| Work to complete |
Print every line below exactly as written, but leave the pictures behind.

Excerpted data Start Marker

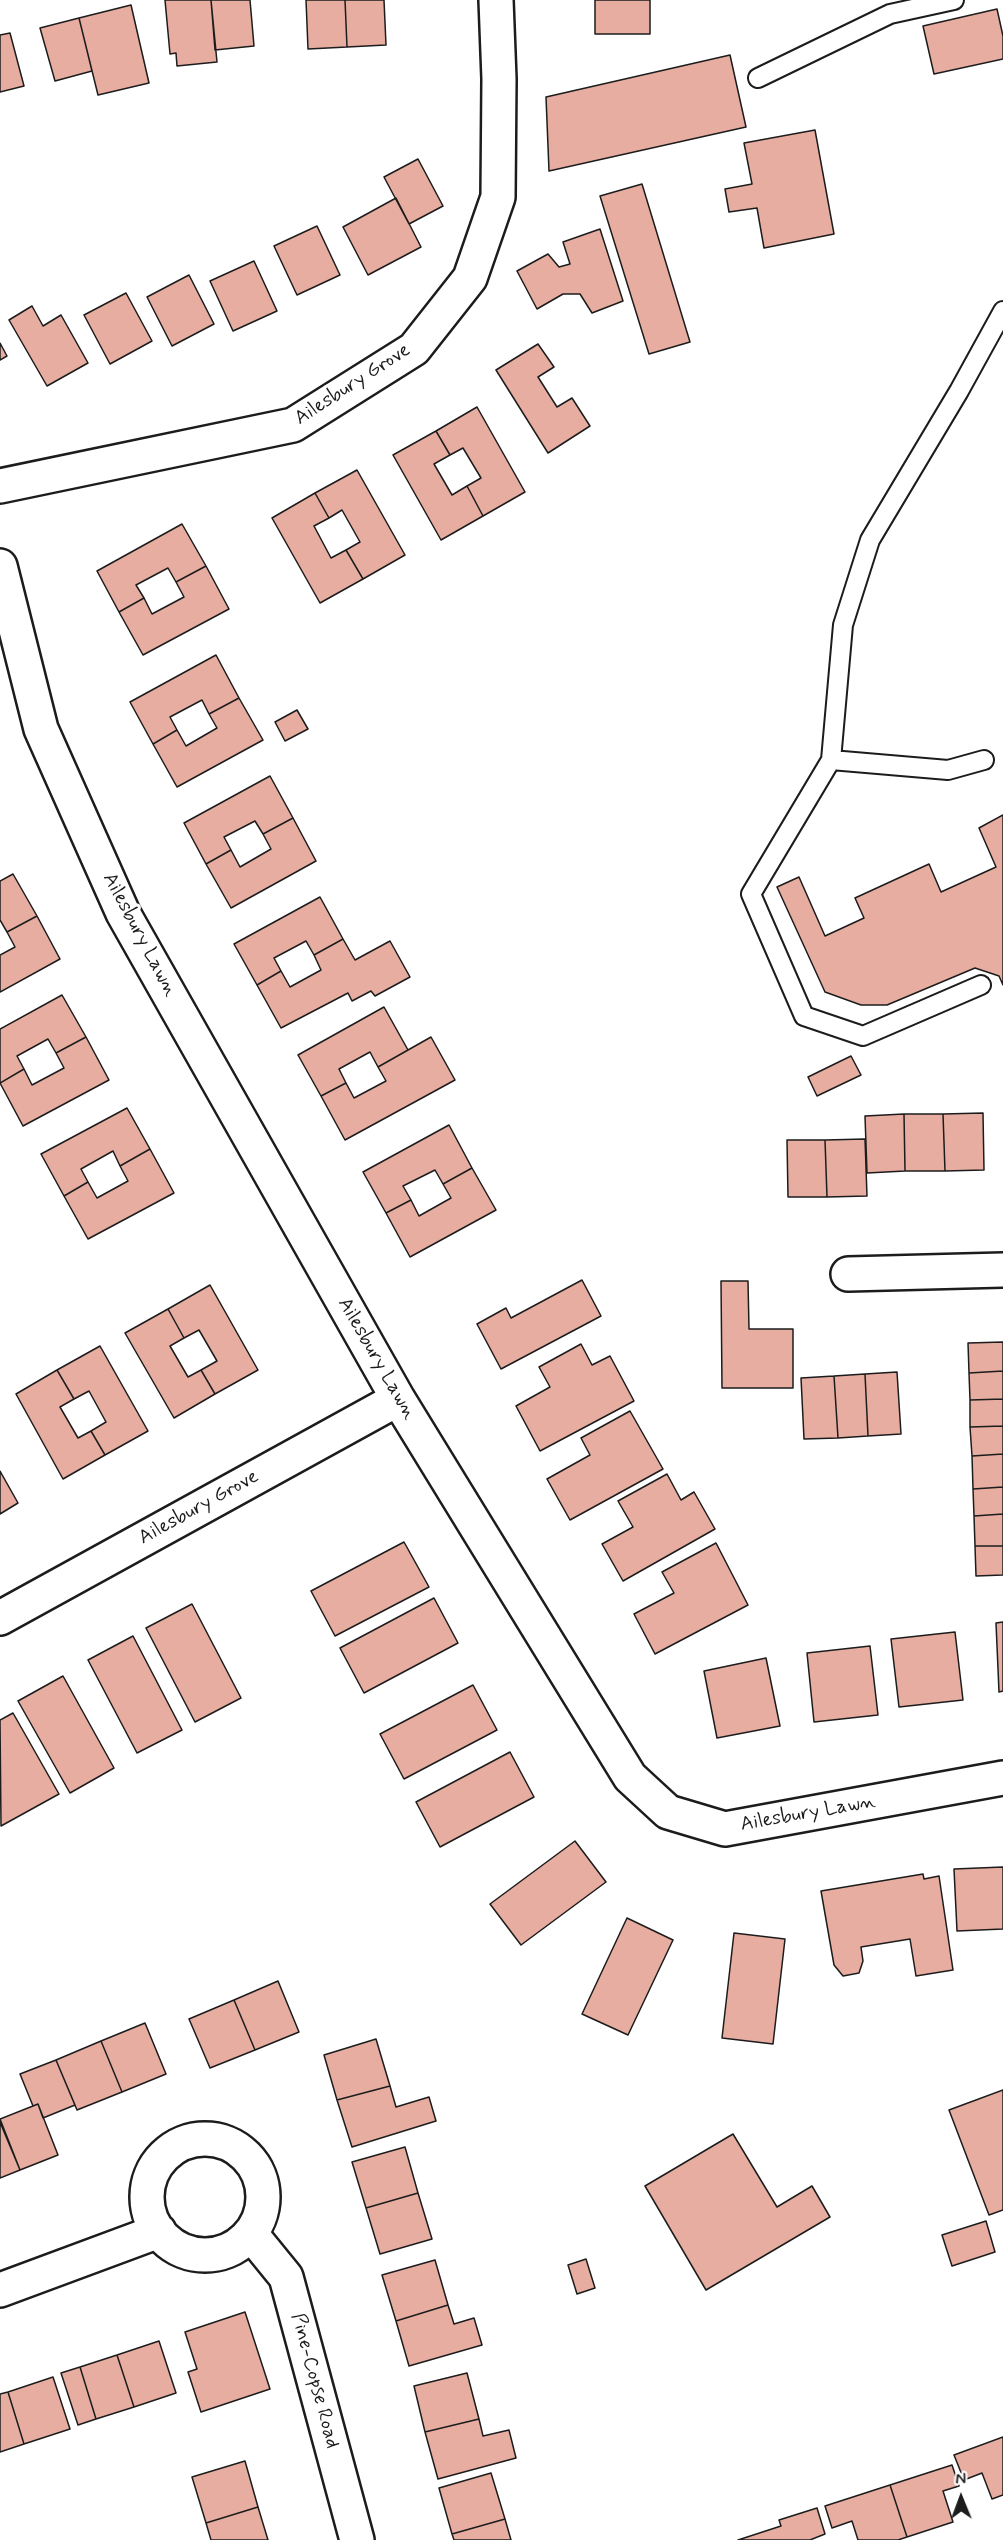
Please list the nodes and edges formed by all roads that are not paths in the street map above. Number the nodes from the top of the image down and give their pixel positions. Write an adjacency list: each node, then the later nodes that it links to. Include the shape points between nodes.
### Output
1 (496, 0): 5 (street, Ailesbury Grove, via 498,197 470,278 414,349 293,425)
2 (954, 0): 3 (lane, via 890,14)
3 (758, 78)
4 (1003, 311): 7 (lane, via 870,540 843,625)
5 (0, 486)
6 (0, 566): 12 (street, Ailesbury Lawn, via 41,729 123,913)
7 (831, 760): 8 (lane, via 948,770); 9 (lane, via 751,894 804,1016 863,1036)
8 (984, 760)
9 (981, 985)
10 (1003, 1270): 11 (street)
11 (848, 1274)
12 (398, 1399): 13 (street, Ailesbury Grove); 14 (street, Ailesbury Lawn, via 630,1777 668,1812 725,1829)
13 (0, 1618)
14 (1003, 1779)
15 (159, 2231): 16 (street, via 169,2244 204,2255 225,2252); 16 (street, via 151,2220 146,2200 148,2180 167,2152 184,2142 204,2138 232,2145 248,2158 259,2175 264,2195 261,2216); 17 (street)
16 (251, 2234): 18 (street, Pine-Copse Road, via 286,2277)
17 (0, 2290)
18 (357, 2540)

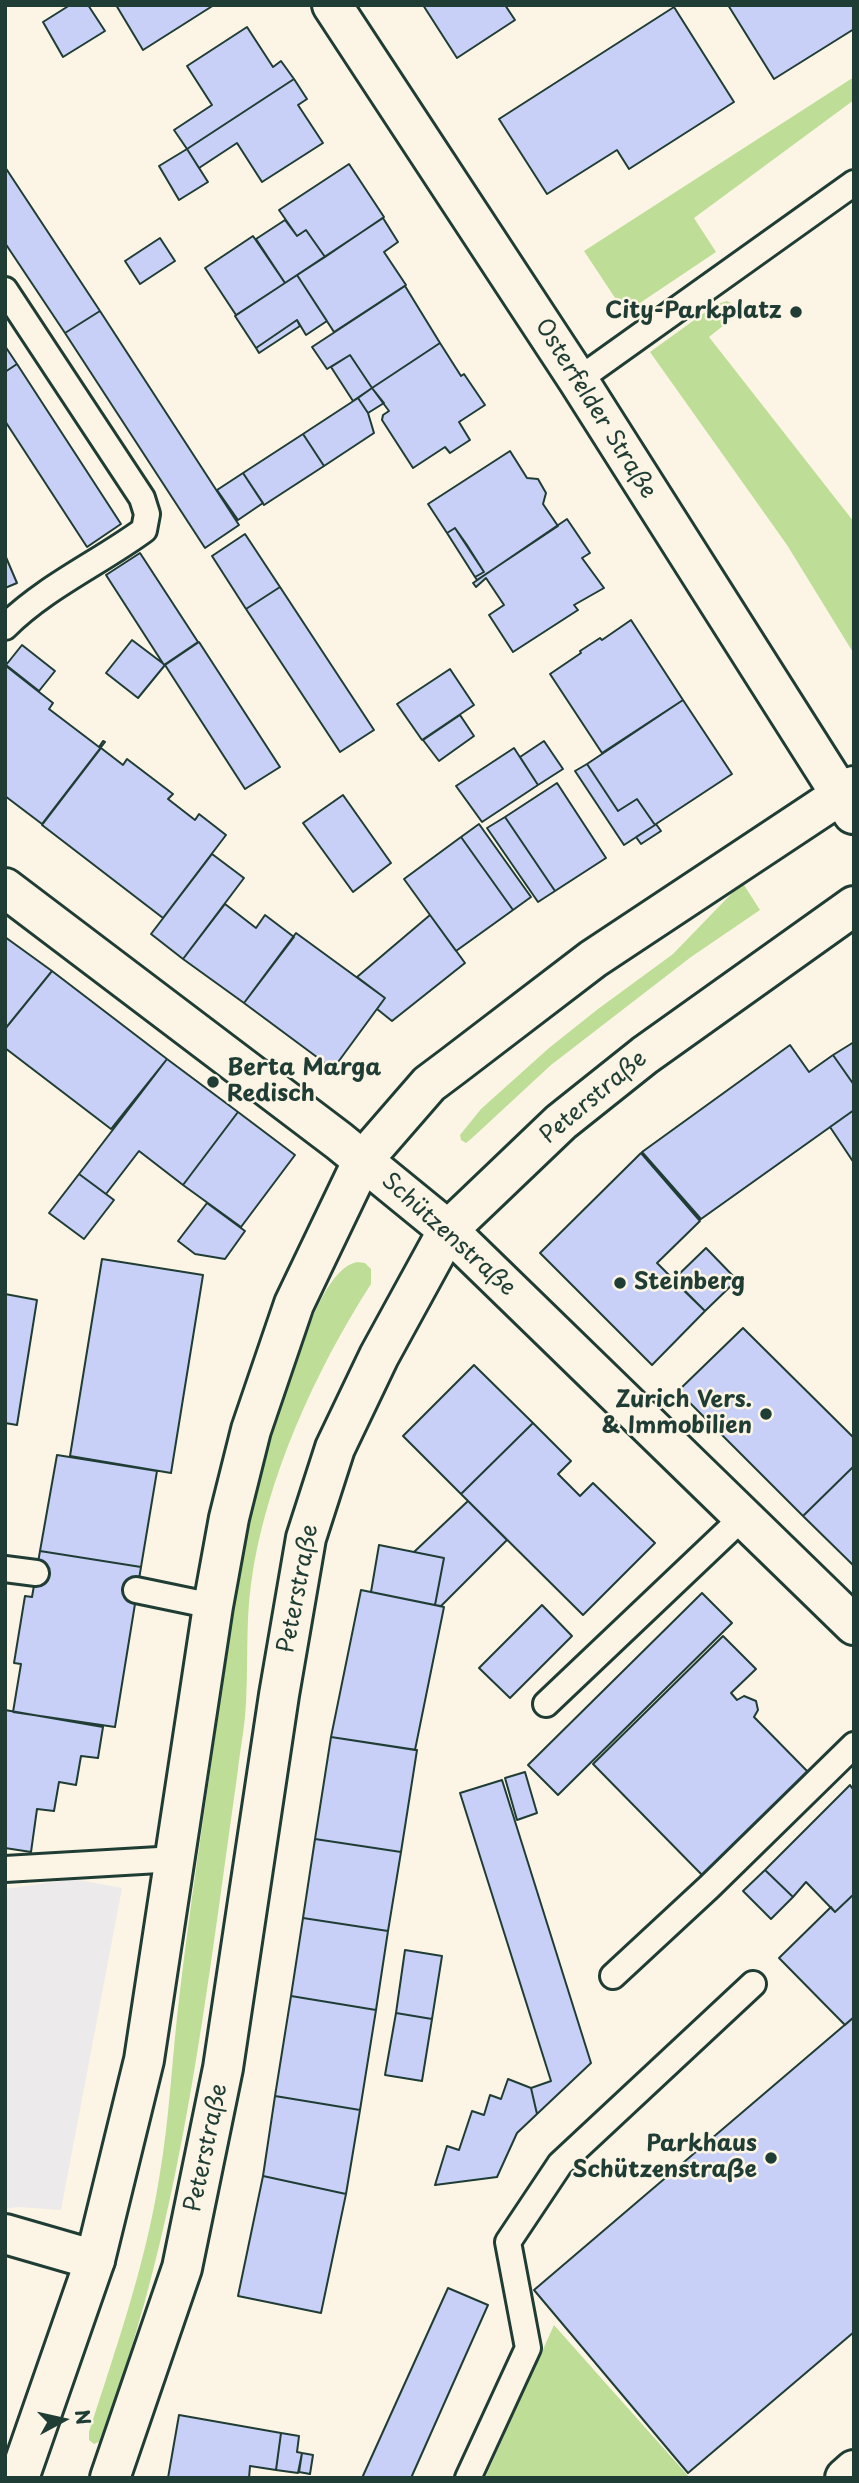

Excerpted data End Marker

| Result of this task |
Please list the nodes and edges formed by all roads that are not paths in the street map above. Number the nodes from the top of the image down and give their pixel positions. Write an adjacency list: each node, then the later nodes that it links to. Include the shape points between nodes.
### Output
1 (496, 0): 5 (street, Ailesbury Grove, via 498,197 470,278 414,349 293,425)
2 (954, 0): 3 (lane, via 890,14)
3 (758, 78)
4 (1003, 311): 7 (lane, via 870,540 843,625)
5 (0, 486)
6 (0, 566): 12 (street, Ailesbury Lawn, via 41,729 123,913)
7 (831, 760): 8 (lane, via 948,770); 9 (lane, via 751,894 804,1016 863,1036)
8 (984, 760)
9 (981, 985)
10 (1003, 1270): 11 (street)
11 (848, 1274)
12 (398, 1399): 13 (street, Ailesbury Grove); 14 (street, Ailesbury Lawn, via 630,1777 668,1812 725,1829)
13 (0, 1618)
14 (1003, 1779)
15 (159, 2231): 16 (street, via 169,2244 204,2255 225,2252); 16 (street, via 151,2220 146,2200 148,2180 167,2152 184,2142 204,2138 232,2145 248,2158 259,2175 264,2195 261,2216); 17 (street)
16 (251, 2234): 18 (street, Pine-Copse Road, via 286,2277)
17 (0, 2290)
18 (357, 2540)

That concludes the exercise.